Since the question about Mr Drumb's business acumen remains open,
let's do a quick back-of-the-envelope calculation in Scala whether his
claim has any merit. Let's suppose we are given \$100 in 1978 and we
follow a really dumb investment strategy, namely:

\begin{itemize}
\item We blindly choose a portfolio of stocks, say some Blue-Chip stocks
  or some Real Estate stocks.
\item If some of the stocks in our portfolio are traded in January of
  a year, we invest our money in equal amounts in each of these
  stocks.  For example if we have \$100 and there are four stocks that
  are traded in our portfolio, we buy \$25 worth of stocks
  from each. Be careful to also test cases where you trade with 3 stocks, for example. 
\item Next year in January, we look at how our stocks did, liquidate
  everything, and re-invest our (hopefully) increased money in again
  the stocks from our portfolio (there might be more stocks available,
  if companies from our portfolio got listed in that year, or less if
  some companies went bust or were de-listed).
\item We do this for 40 years until January 2018 and check what would
  have become out of our \$100.
\end{itemize}

\noindent
Until Yahoo was bought by Altaba last year, historical stock market
data for such back-of-the-envelope calculations was freely available
online.

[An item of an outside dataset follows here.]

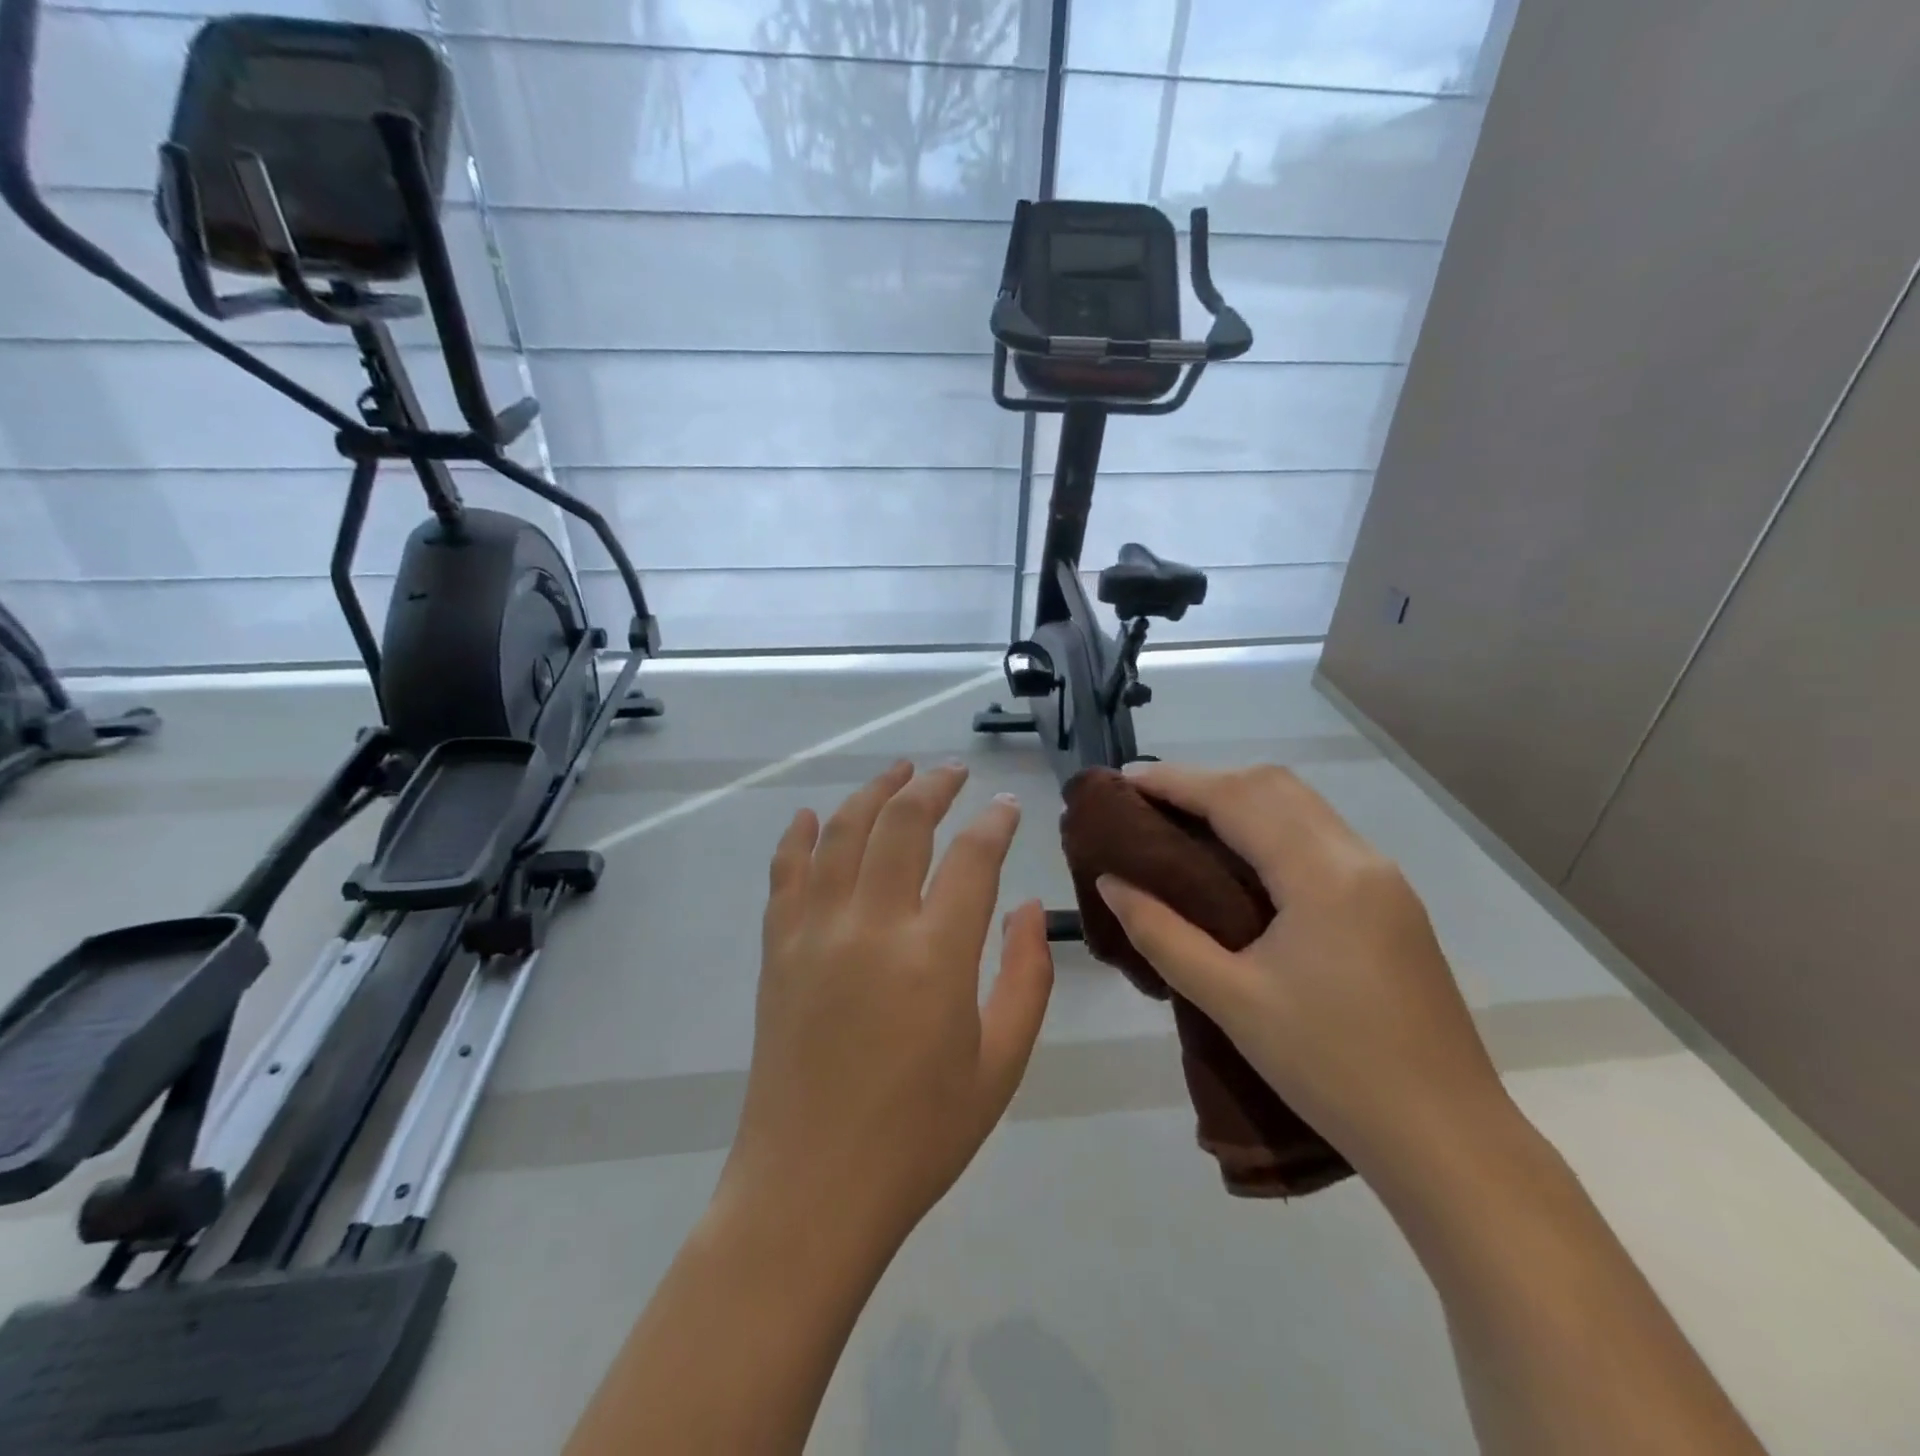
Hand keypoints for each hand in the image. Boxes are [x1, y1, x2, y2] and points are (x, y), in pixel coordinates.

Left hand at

Unfortunately nowadays this kind of data is more difficult to
obtain, unless you are prepared to pay extortionate prices or be
severely rate-limited.  Therefore this assignment comes with a number
of files containing CSV-lists with the historical stock prices for the
companies in our portfolios. Use these files for the following
tasks.\bigskip

\newpage
\noindent
\textbf{Tasks}

\begin{itemize}
\item[(1)] Write a function \texttt{get\_january\_data} that takes a
  stock symbol and a year as arguments. The function reads the
  corresponding CSV-file and returns the list of strings that start
  with the given year (each line in the CSV-list is of the form
  \texttt{someyear-01-someday,someprice}).\hfill[1 Mark]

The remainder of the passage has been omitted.